Eye For Film >> Movies >> The Italian Job (1969) Film Review
Why should "You're only supposed to blow the bloody doors off" become a catch phrase that would haunt Michael Caine for the rest of his career? It's a bit like "Not a lot of people know that."
On the face of it, The Italian Job is an unlikely cult movie. Practically all the supporting actors are comedians. The stars are stunt drivers. Noel Coward plays a master criminal, operating his empire entirely from jail. When he says in that wonderfully mannered voice, "There's more to life than breaking and entering", it's like listening to crystal beads falling into a bed of velvet.
Caine has just made Alfie. He's everybody's favourite lad. And now he's playing Charlie Crocker, a con artist/crook/wide boy, with girls falling over themselves to have the pleasure and the world waiting to be taken advantage.
A dead Mafia boss has left him a roll of film, describing how to steal $4million in gold from a van in the centre of Turin.
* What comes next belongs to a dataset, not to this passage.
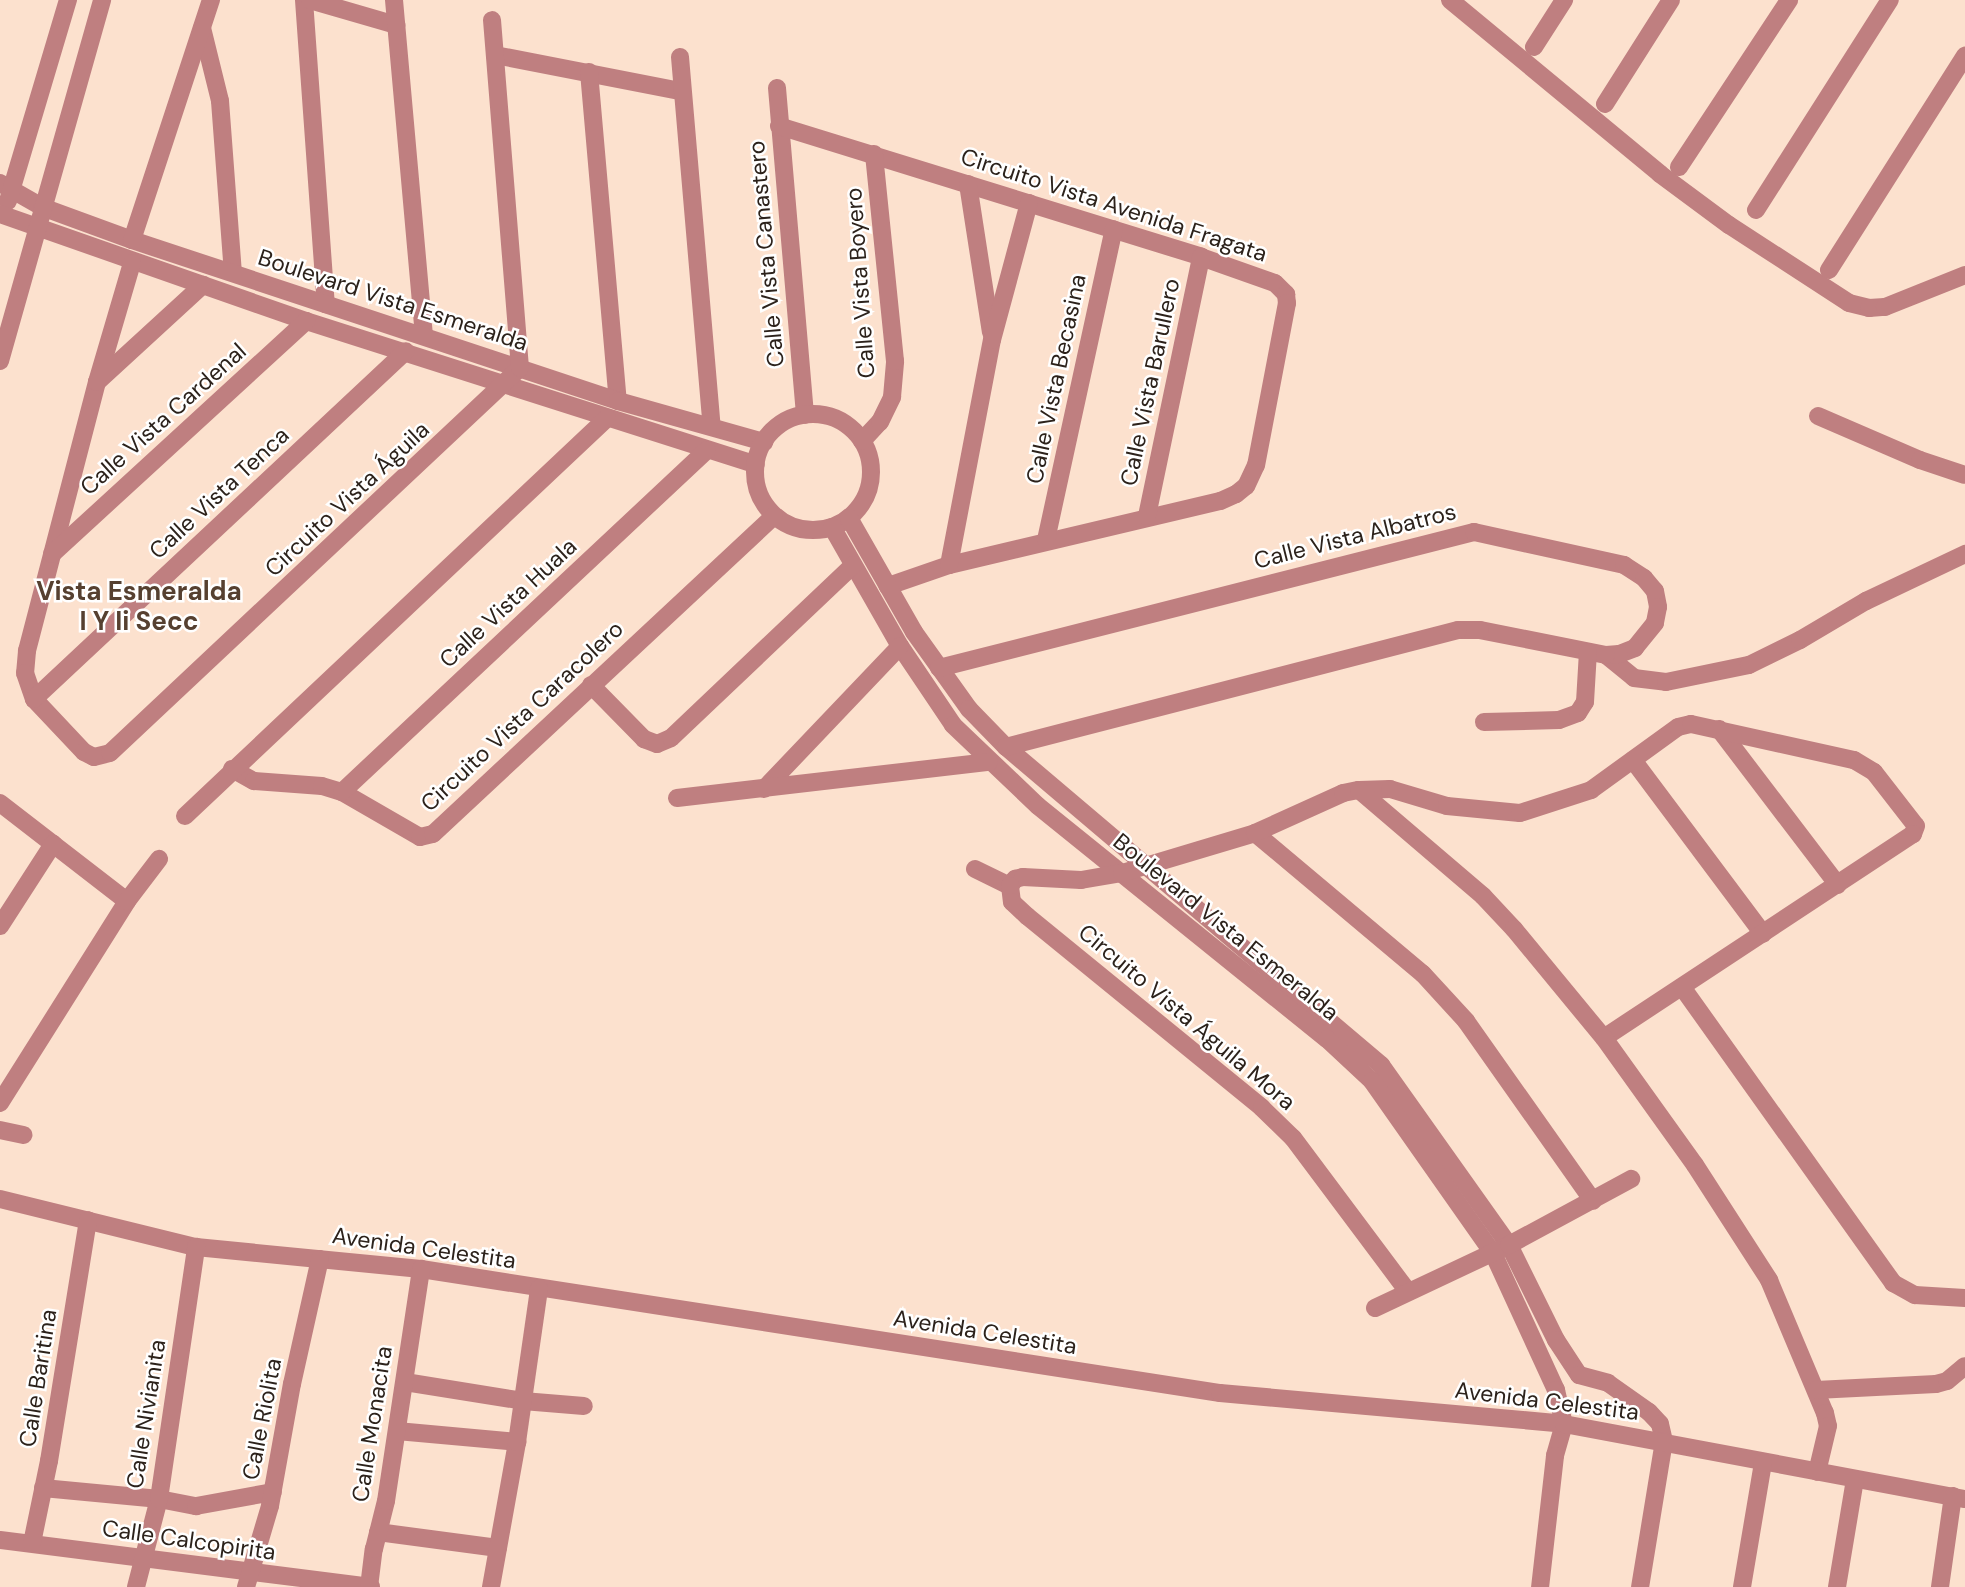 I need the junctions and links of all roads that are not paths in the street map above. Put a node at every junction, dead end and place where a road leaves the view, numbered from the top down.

He gathers his team, which includes Mini Cooper drivers and a professor (Benny Hill) who has a weakness for fat women. The plan is to cause a gigantic traffic jam by switching the computer reels at the transport HQ, snatch the gold and drive like hell to the Swiss border.
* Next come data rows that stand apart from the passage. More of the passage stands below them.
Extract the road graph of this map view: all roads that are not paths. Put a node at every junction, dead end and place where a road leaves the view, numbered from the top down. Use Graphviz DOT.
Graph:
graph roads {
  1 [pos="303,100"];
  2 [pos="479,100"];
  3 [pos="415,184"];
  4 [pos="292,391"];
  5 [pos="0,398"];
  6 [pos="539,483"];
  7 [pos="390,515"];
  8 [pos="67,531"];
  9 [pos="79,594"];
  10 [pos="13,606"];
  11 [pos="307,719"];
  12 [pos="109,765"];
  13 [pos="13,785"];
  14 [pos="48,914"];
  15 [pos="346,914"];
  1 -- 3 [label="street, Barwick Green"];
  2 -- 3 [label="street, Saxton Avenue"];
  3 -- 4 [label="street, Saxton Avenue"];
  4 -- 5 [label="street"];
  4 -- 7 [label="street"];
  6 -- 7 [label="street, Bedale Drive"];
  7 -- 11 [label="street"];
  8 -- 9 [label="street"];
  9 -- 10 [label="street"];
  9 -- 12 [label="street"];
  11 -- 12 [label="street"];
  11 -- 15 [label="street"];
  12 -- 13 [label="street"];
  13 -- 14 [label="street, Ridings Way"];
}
The film has a pristine, timeless quality. It's fun and it's clever and it's well made. Caine has the Cockney wit and authority to give Crocker an heroic cheekiness. The audacity of the raid is matched by an inventive script by the creator of Z Cars, Troy Kennedy Martin.
What must have been considered nothing less than a caper when it came out has grown in reputation and stature ever since. While being terribly British, it is not apologetic. "We all work together as a team," Crocker says. "That means you do everything I say." His confidence is catching.